D. Diabetic retinopathy
Most pancreas transplant candidates have had laser surgery for retinopathy before transplant (118, 119). This damage cannot be reversed. In fact, some patients experience short-term worsening of retinopathy immediately after transplant much like that described after sudden "tight" glucose control (120, 121, 122, 123). Some small and early studies did not show significant improvements in retinal complications after simultaneous pancreas-kidney transplant compared with pancreas transplant recipients who had lost graft function, type 1 diabetes controls, or kidney transplant alone (118, 124, 125, 127, 128, 130). Longer term studies that followed simultaneous pancreas-kidney transplant for 3 or more years demonstrated more consistent improvements including less progression of established neuropathy, fewer new vitreous hemorrhages, improved visual acuity, and less need for further laser surgeries compared with kidney transplant alone (118, 119, 120, 129, 130). In one study, 89% of those with unstable retinopathy were stable at follow-up with mean time since transplant of 5 yr, and all those with stable diabetic retinopathy were still stable (131).

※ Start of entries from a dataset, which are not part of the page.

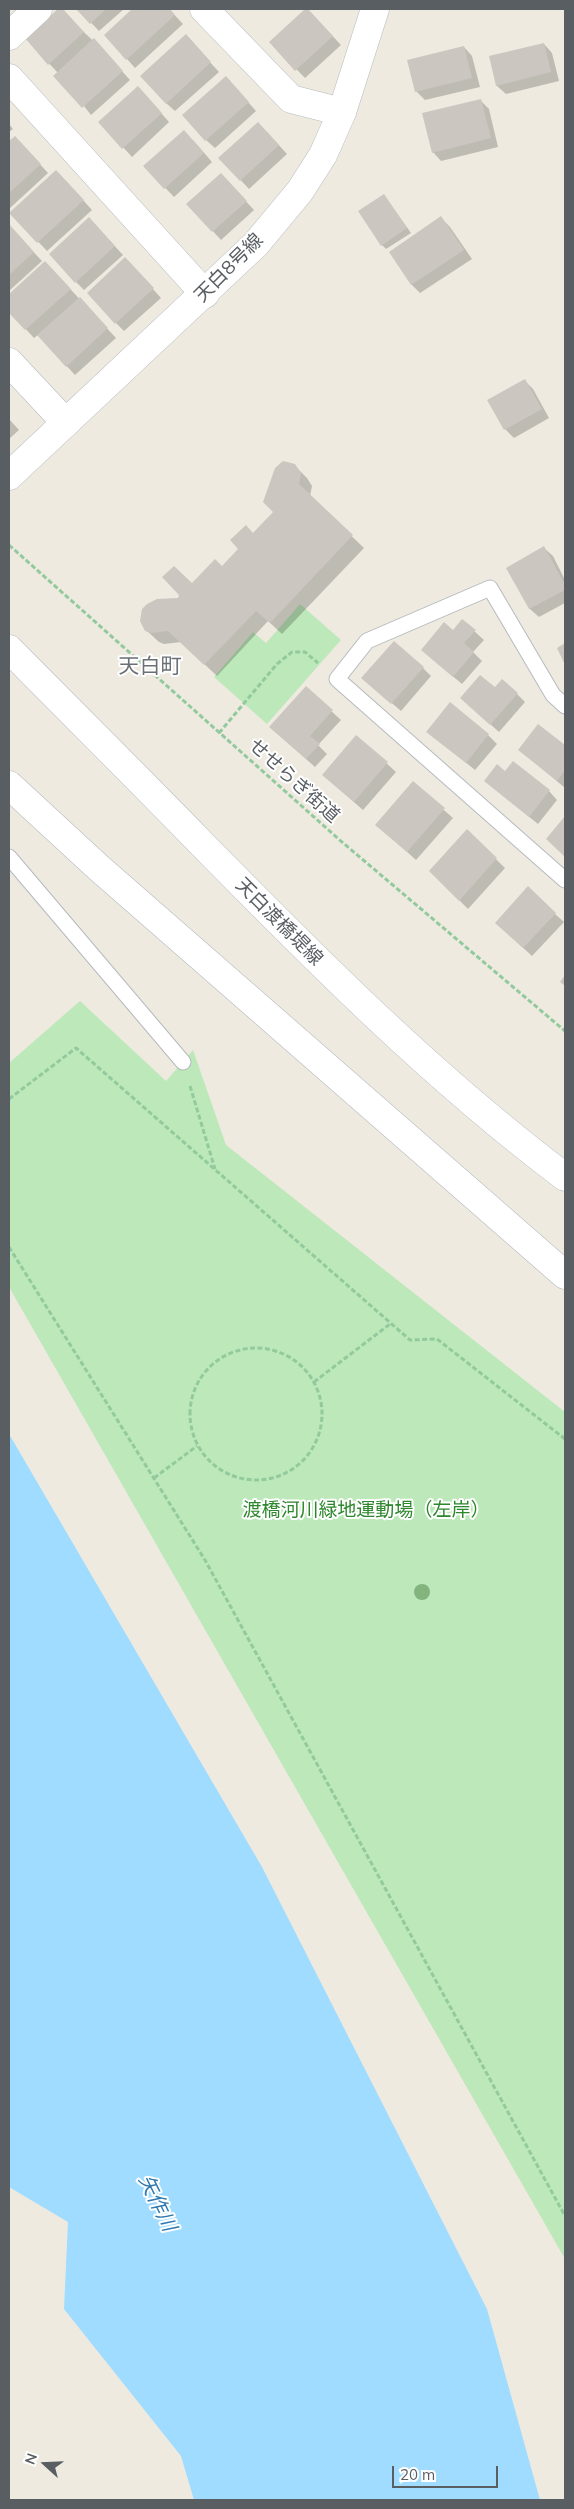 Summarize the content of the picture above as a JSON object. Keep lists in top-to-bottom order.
{
  "streets": {
    "street": ["天白8号線", "天白渡橋堤線"],
    "path": ["せせらぎ街道"]
  },
  "districts": ["天白町"],
  "water": ["矢作川"],
  "parks": ["渡橋河川緑地運動場（左岸）"],
  "scale_bar": "20 m",
  "north": "left"
} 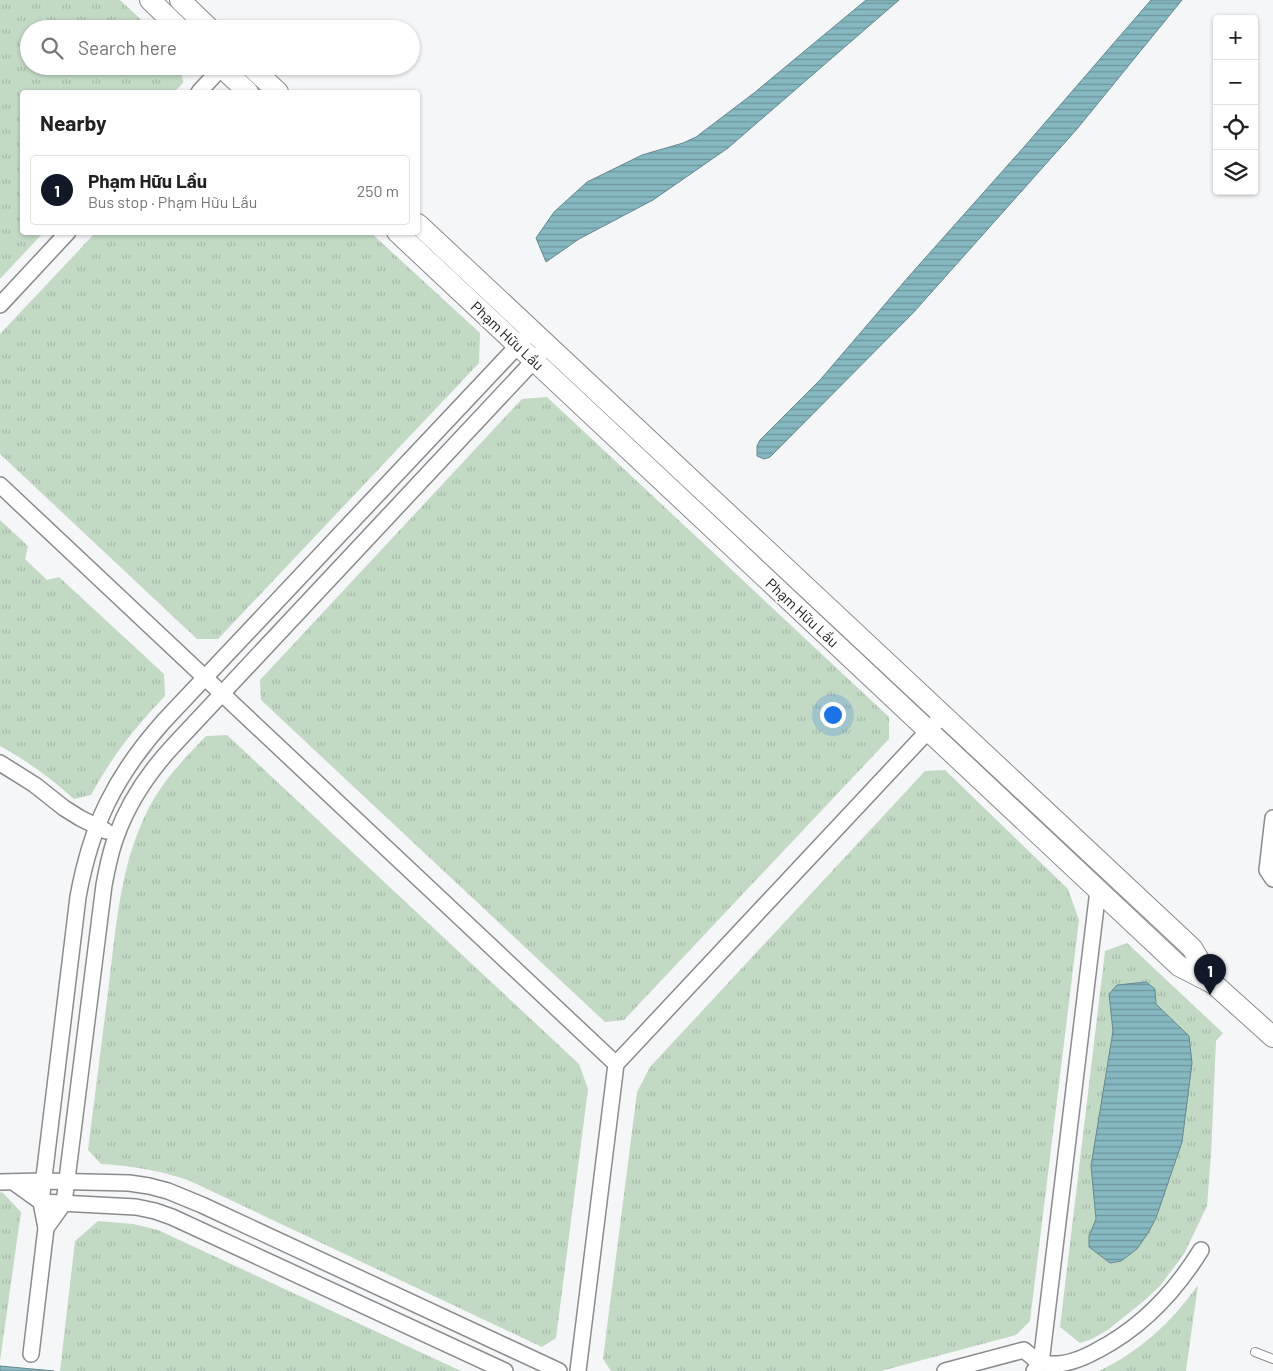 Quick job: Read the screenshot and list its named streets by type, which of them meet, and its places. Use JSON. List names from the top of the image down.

One exception was a study of 20 simultaneous pancreas-kidney transplant recipients compared with 12 kidney transplants or simultaneous pancreas-kidney transplant recipients who had lost pancreas graft function. A number of the eyes, 48% of both groups, were excluded from analysis at the outset because of end-stage eye disease. Mean A1C of the pancreas transplant group was 6.2–6.5%, higher than most successful pancreas transplant patients, which usually have an A1C of 5%; therefore, many recipients were not always normoglycemic. Mean time of follow-up was not stated but was implied to be more than 3 yr. Blood pressure control and rate of smoking were also not stated. Neither the pancreas- or kidney-transplant group experienced many improvements in eye pathology or events, and there was no difference between the groups over time (132). Thus, patients with advanced retinopathy may or may not benefit from pancreas transplant, and normoglycemia is likely required for a benefit to be observed. The only report of changes in diabetic retinopathy after solitary pancreas transplant suggested early improvements observable within 6 months although there was no control group and only a small number of patients were studied (133).
However, cataracts can worsen after pancreas transplant and may be the most common long-term eye disease identified after transplant (128). From 40–55% of pancreas transplant recipients have been reported to require cataract surgery within 5 or more years, although many cataracts began before transplant (131, 134, 135).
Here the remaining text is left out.